Your objective: What follows is a set of records. Repeat every one of them exactly.

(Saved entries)
········
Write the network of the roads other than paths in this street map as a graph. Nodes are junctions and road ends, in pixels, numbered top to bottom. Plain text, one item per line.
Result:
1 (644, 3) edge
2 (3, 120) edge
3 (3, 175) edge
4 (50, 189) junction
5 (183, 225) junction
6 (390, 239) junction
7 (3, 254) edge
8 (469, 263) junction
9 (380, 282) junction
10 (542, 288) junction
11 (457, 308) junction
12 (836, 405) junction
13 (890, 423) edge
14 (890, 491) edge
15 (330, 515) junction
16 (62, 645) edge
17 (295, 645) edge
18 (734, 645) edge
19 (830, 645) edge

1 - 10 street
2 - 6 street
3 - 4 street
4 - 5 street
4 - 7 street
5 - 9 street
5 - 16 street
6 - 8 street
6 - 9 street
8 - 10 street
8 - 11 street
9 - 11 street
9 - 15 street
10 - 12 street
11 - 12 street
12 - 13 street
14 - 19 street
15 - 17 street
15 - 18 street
········
Exercise output:
Write the network of the roads other than paths in this street map as a graph. Nodes are junctions and road ends, in pixels, numbered top to bottom. Plain text, one item per line.
Result:
1 (644, 3) edge
2 (3, 120) edge
3 (3, 175) edge
4 (50, 189) junction
5 (183, 225) junction
6 (390, 239) junction
7 (3, 254) edge
8 (469, 263) junction
9 (380, 282) junction
10 (542, 288) junction
11 (457, 308) junction
12 (836, 405) junction
13 (890, 423) edge
14 (890, 491) edge
15 (330, 515) junction
16 (62, 645) edge
17 (295, 645) edge
18 (734, 645) edge
19 (830, 645) edge

1 - 10 street
2 - 6 street
3 - 4 street
4 - 5 street
4 - 7 street
5 - 9 street
5 - 16 street
6 - 8 street
6 - 9 street
8 - 10 street
8 - 11 street
9 - 11 street
9 - 15 street
10 - 12 street
11 - 12 street
12 - 13 street
14 - 19 street
15 - 17 street
15 - 18 street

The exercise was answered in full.